Exercise directions: Filter the entries below, keeping only lines with the word "height".

Supplied records:
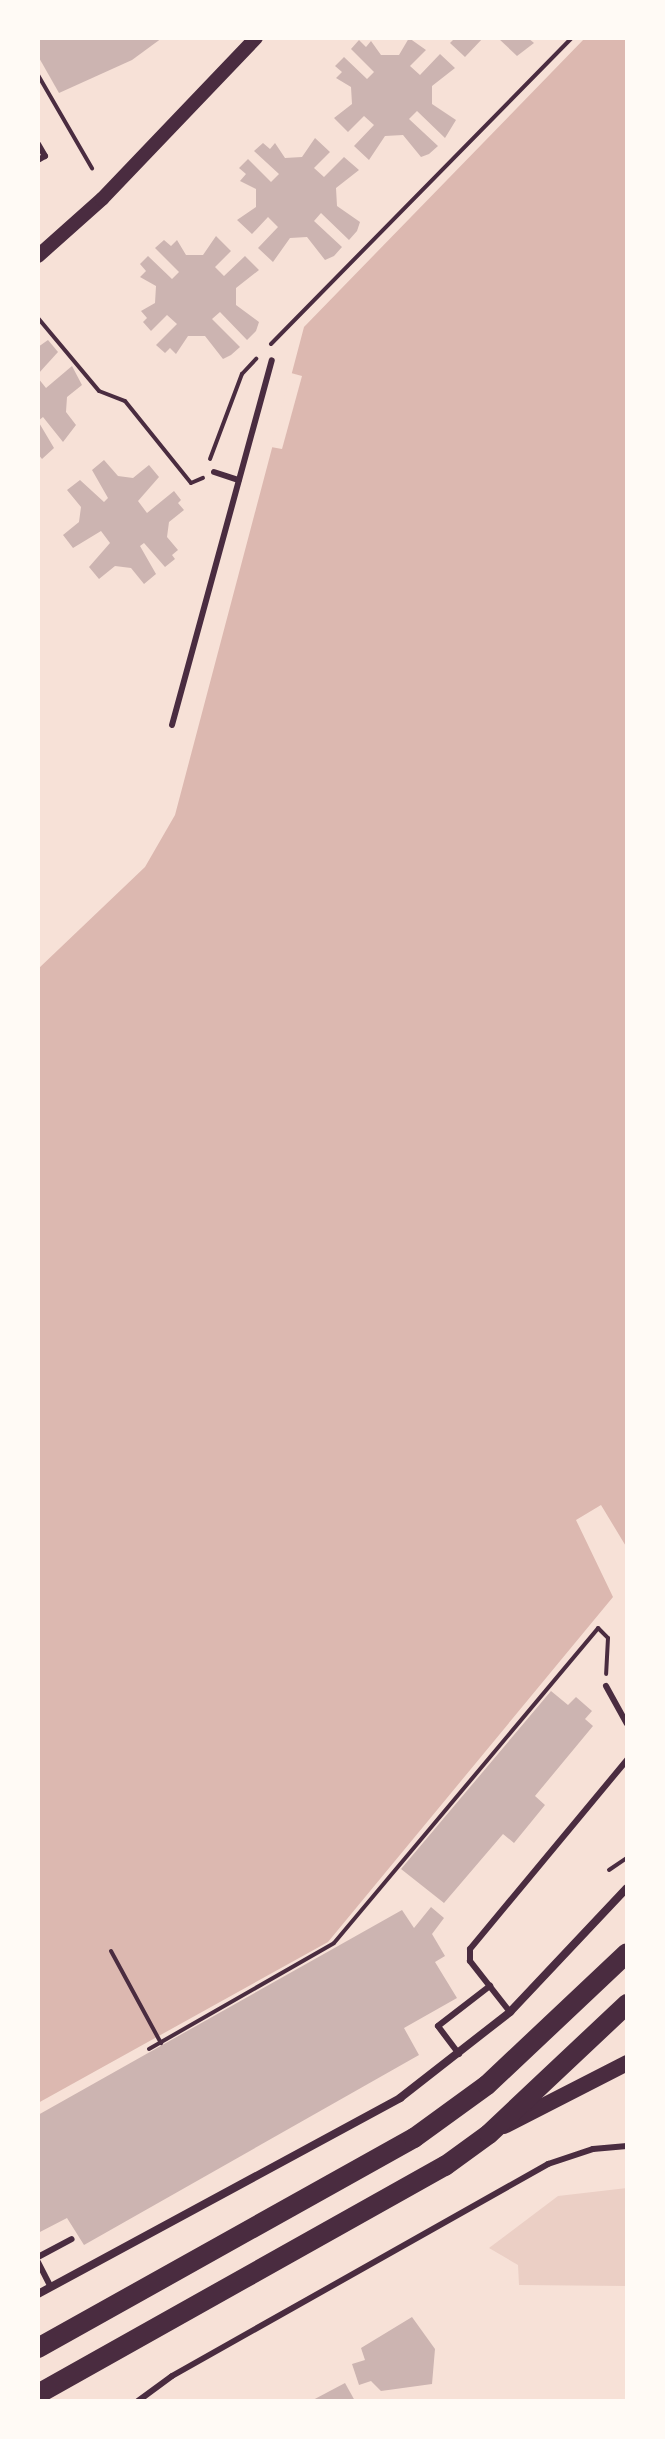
<!DOCTYPE html>
<style>
body{margin:0}
#map{position:relative;width:665px;height:2439px;overflow:hidden;background:#f7e1d7;font-family:"Open Sans",sans-serif}
div>[style]{position:absolute}
.green>*{inset:0;background:#ebcfc5}
.water>*{inset:0;background:#dcb8b0}
.pier>*{inset:0;background:#f7e1d7}
.building>*{inset:0;background:#ccb4b1}
.path>*{height:4px;margin:-2px;padding:0 2px;transform-origin:2px;border-radius:2px;background:#4a2c40}
.service>*{height:6px;margin:-3px;padding:0 3px;transform-origin:3px;border-radius:3px;background:#4a2c40}
.minor>*{height:8px;margin:-4px;padding:0 4px;transform-origin:4px;border-radius:4px;background:#4a2c40}
.tertiary>*{height:14px;margin:-7px;padding:0 7px;transform-origin:7px;border-radius:7px;background:#4a2c40}
.secondary>*{height:16px;margin:-8px;padding:0 8px;transform-origin:8px;border-radius:8px;background:#4a2c40}
.primary>*{height:20px;margin:-10px;padding:0 10px;transform-origin:10px;border-radius:10px;background:#4a2c40}
span{translate:-50% -50%;white-space:nowrap;text-align:center;line-height:1.15;-webkit-text-stroke:8px #fffaf5;paint-order:stroke}
.frame{position:absolute;inset:0;border:40px solid #fffaf5;pointer-events:none}
</style>
<div id="map">
<div class="green">
<i style="clip-path:polygon(627px 2188px,627px 2286px,519px 2285px,518px 2265px,489px 2248px,558px 2196px)"></i>
</div>
<div class="water">
<i style="clip-path:polygon(585px 38px,627px 38px,627px 1548px,601px 1505px,576px 1520px,613px 1597px,328px 1942px,38px 2103px,38px 969px,145px 867px,175px 815px,304px 327px)"></i>
</div>
<div class="pier">
<i style="clip-path:polygon(291px 373px,302px 376px,282px 449px,271px 447px)"></i>
</div>
<div class="building">
<i style="clip-path:polygon(38px 38px,162px 38px,132px 60px,59px 93px,38px 56px)"></i>
<i style="clip-path:polygon(409px 38px,426px 50px,410px 66px,420px 75px,440px 54px,455px 68px,432px 86px,432px 104px,456px 120px,445px 138px,417px 111px,409px 119px,438px 146px,429px 154px,421px 157px,403px 135px,385px 136px,369px 160px,354px 146px,374px 125px,364px 116px,348px 132px,334px 118px,352px 104px,351px 87px,336px 78px,342px 72px,335px 66px,344px 57px,367px 79px,374px 72px,351px 49px,359px 40px,366px 47px,371px 41px,381px 55px,399px 55px)"></i>
<i style="clip-path:polygon(455px 38px,483px 38px,465px 57px,450px 43px)"></i>
<i style="clip-path:polygon(498px 38px,528px 38px,534px 43px,517px 56px)"></i>
<i style="clip-path:polygon(315px 138px,330px 152px,314px 168px,324px 177px,344px 157px,359px 170px,336px 188px,337px 206px,360px 222px,357px 231px,349px 240px,321px 213px,314px 221px,342px 247px,334px 256px,325px 260px,307px 237px,290px 238px,273px 262px,258px 248px,278px 227px,268px 217px,252px 234px,237px 220px,256px 207px,256px 189px,240px 181px,246px 174px,239px 168px,248px 159px,271px 182px,279px 174px,254px 151px,263px 143px,270px 149px,275px 143px,285px 158px,302px 157px)"></i>
<i style="clip-path:polygon(216px 236px,231px 251px,215px 267px,224px 276px,245px 256px,259px 270px,236px 288px,236px 305px,259px 322px,256px 331px,247px 340px,220px 312px,212px 319px,240px 347px,231px 355px,223px 359px,205px 336px,188px 336px,176px 354px,170px 348px,165px 353px,156px 345px,177px 324px,167px 315px,151px 331px,143px 322px,147px 318px,141px 311px,155px 303px,156px 286px,140px 277px,146px 271px,140px 264px,148px 256px,172px 279px,179px 272px,155px 248px,164px 240px,171px 246px,177px 240px,186px 255px,203px 255px)"></i>
<i style="clip-path:polygon(48px 340px,58px 352px,38px 374px,38px 347px)"></i>
<i style="clip-path:polygon(72px 366px,82px 385px,67px 397px,66px 412px,76px 425px,63px 442px,43px 417px,38px 421px,54px 448px,42px 459px,38px 454px,38px 378px,46px 388px)"></i>
<i style="clip-path:polygon(104px 460px,118px 476px,133px 478px,149px 465px,159px 477px,138px 501px,147px 513px,174px 491px,181px 500px,178px 503px,184px 510px,169px 522px,167px 537px,178px 550px,172px 555px,175px 559px,165px 567px,144px 543px,140px 546px,156px 574px,144px 584px,131px 568px,115px 566px,99px 579px,89px 567px,110px 543px,101px 531px,73px 548px,63px 535px,79px 522px,81px 507px,67px 490px,80px 480px,104px 502px,108px 498px,92px 470px)"></i>
<i style="clip-path:polygon(551px 1691px,568px 1705px,576px 1697px,592px 1711px,585px 1719px,593px 1726px,535px 1796px,545px 1805px,514px 1843px,503px 1834px,444px 1903px,401px 1869px)"></i>
<i style="clip-path:polygon(431px 1907px,444px 1918px,432px 1934px,445px 1956px,435px 1962px,457px 1998px,404px 2028px,419px 2055px,84px 2245px,67px 2218px,38px 2233px,38px 2115px,402px 1910px,414px 1928px)"></i>
<i style="clip-path:polygon(412px 2317px,435px 2349px,432px 2384px,381px 2391px,371px 2381px,359px 2385px,352px 2364px,365px 2360px,361px 2348px)"></i>
<i style="clip-path:polygon(345px 2383px,355px 2401px,311px 2401px)"></i>
</div>
<div class="path">
<i style="left:38px;top:75px;width:108px;rotate:59.9deg"></i>
<i style="left:38px;top:318px;width:95px;rotate:50.1deg"></i>
<i style="left:99px;top:391px;width:28px;rotate:21deg"></i>
<i style="left:125px;top:401px;width:105px;rotate:51.2deg"></i>
<i style="left:191px;top:483px;width:13px;rotate:-23deg"></i>
<i style="left:271px;top:344px;width:429px;rotate:-45.5deg"></i>
<i style="left:210px;top:459px;width:91px;rotate:-69.4deg"></i>
<i style="left:242px;top:374px;width:21px;rotate:-47deg"></i>
<i style="left:609px;top:1870px;width:22px;rotate:-34deg"></i>
<i style="left:111px;top:1951px;width:105px;rotate:61.5deg"></i>
<i style="left:149px;top:2049px;width:213px;rotate:-29.8deg"></i>
<i style="left:334px;top:1943px;width:411px;rotate:-50deg"></i>
<i style="left:598px;top:1628px;width:14px;rotate:45deg"></i>
<i style="left:608px;top:1638px;width:36px;rotate:93deg"></i>
</div>
<div class="service">
<i style="left:38px;top:144px;width:14px;rotate:60deg"></i>
<i style="left:45px;top:156px;width:8px;rotate:150deg"></i>
<i style="left:214px;top:472px;width:26px;rotate:18deg"></i>
<i style="left:172px;top:725px;width:378px;rotate:-74.7deg"></i>
<i style="left:606px;top:1686px;width:43px;rotate:61.1deg"></i>
<i style="left:510px;top:2012px;width:65px;rotate:-128.1deg"></i>
<i style="left:470px;top:1961px;width:12px;rotate:-90deg"></i>
<i style="left:470px;top:1949px;width:246px;rotate:-50.3deg"></i>
<i style="left:459px;top:2054px;width:35px;rotate:-127deg"></i>
<i style="left:438px;top:2026px;width:66px;rotate:-37.6deg"></i>
<i style="left:38px;top:2257px;width:38px;rotate:-28deg"></i>
<i style="left:38px;top:2262px;width:28px;rotate:63deg"></i>
<i style="left:138px;top:2401px;width:42px;rotate:-36.3deg"></i>
<i style="left:172px;top:2376px;width:432px;rotate:-29.4deg"></i>
<i style="left:548px;top:2164px;width:47px;rotate:-18.4deg"></i>
<i style="left:593px;top:2149px;width:34px;rotate:-5deg"></i>
</div>
<div class="minor">
<i style="left:38px;top:2294px;width:412px;rotate:-28.4deg"></i>
<i style="left:400px;top:2098px;width:140px;rotate:-38deg"></i>
<i style="left:510px;top:2012px;width:170px;rotate:-46.7deg"></i>
</div>
<div class="tertiary">
<i style="left:38px;top:256px;width:86px;rotate:-41.7deg"></i>
<i style="left:102px;top:199px;width:223px;rotate:-46.3deg"></i>
</div>
<div class="secondary">
<i style="left:504px;top:2126px;width:138px;rotate:-27.1deg"></i>
</div>
<div class="primary">
<i style="left:38px;top:2348px;width:431px;rotate:-29.2deg"></i>
<i style="left:414px;top:2138px;width:90px;rotate:-36deg"></i>
<i style="left:487px;top:2085px;width:192px;rotate:-43.3deg"></i>
<i style="left:38px;top:2394px;width:467px;rotate:-29.3deg"></i>
<i style="left:445px;top:2166px;width:54px;rotate:-36deg"></i>
<i style="left:489px;top:2134px;width:190px;rotate:-43.3deg"></i>
</div>
<div class="frame"></div>
</div>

Answer for the task:
#map{position:relative;width:665px;height:2439px;overflow:hidden;background:#f7e1d7;font-family:"Open Sans",sans-serif}
.path>*{height:4px;margin:-2px;padding:0 2px;transform-origin:2px;border-radius:2px;background:#4a2c40}
.service>*{height:6px;margin:-3px;padding:0 3px;transform-origin:3px;border-radius:3px;background:#4a2c40}
.minor>*{height:8px;margin:-4px;padding:0 4px;transform-origin:4px;border-radius:4px;background:#4a2c40}
.tertiary>*{height:14px;margin:-7px;padding:0 7px;transform-origin:7px;border-radius:7px;background:#4a2c40}
.secondary>*{height:16px;margin:-8px;padding:0 8px;transform-origin:8px;border-radius:8px;background:#4a2c40}
.primary>*{height:20px;margin:-10px;padding:0 10px;transform-origin:10px;border-radius:10px;background:#4a2c40}
span{translate:-50% -50%;white-space:nowrap;text-align:center;line-height:1.15;-webkit-text-stroke:8px #fffaf5;paint-order:stroke}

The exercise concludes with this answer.